Closed jjkk123456 closed 7 months ago
Hi @JKTang1 , Thank you for your interest in our work!
Our computation is mathematically equivalent to the standard transformer's torch.matmul(query, key)
calculation.
The variable that you see as query
in our implementation, is not the standard query, but it has gone through processing here: https://github.com/abertsch72/unlimiformer/blob/main/src/unlimiformer.py#L721 .
Please see section 2.3 in our paper.
Best, Uri
The top-k key attention calculation formula in Unlimiformer:
this_layer_prompt_keys: (batch, head, source_len, dim)

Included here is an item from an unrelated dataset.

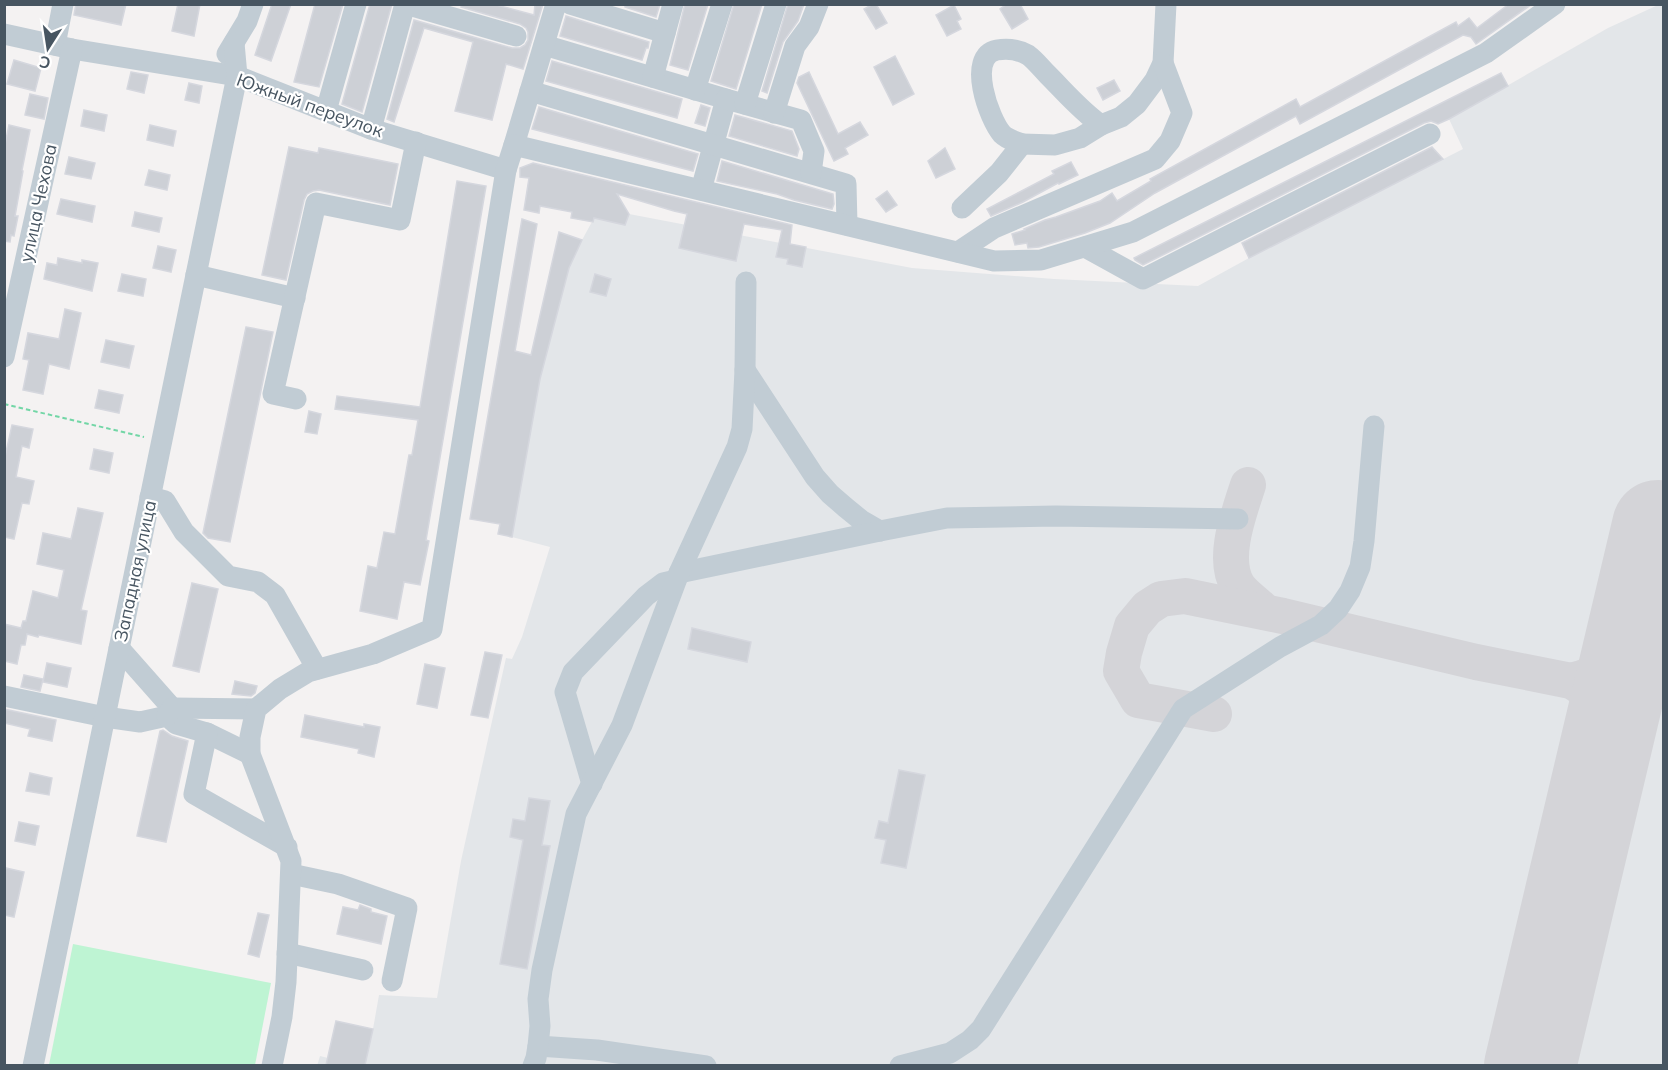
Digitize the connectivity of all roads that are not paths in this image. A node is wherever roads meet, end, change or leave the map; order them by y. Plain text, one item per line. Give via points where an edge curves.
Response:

query: (batch, tgt, head, dim)
attn_weights = torch.matmul(this_layer_prompt_keys.unsqueeze(1), query.unsqueeze(-1)) \ .reshape(batch_size, tgt_len, query.shape[-2], 1,this_layer_prompt_keys.shape[-2])
The normal transformer multi-head attention mechanism:
key(batch*head, source_len, dim)
query(batch*head , target_len, dim)
att_weight = torch.matmul(query, key)
Unlimiformer uses the first attention calculation formula to get the top-k key, so i want to know why uses it and if i can use normal transformer multi-head attention mechanism to get top-k value.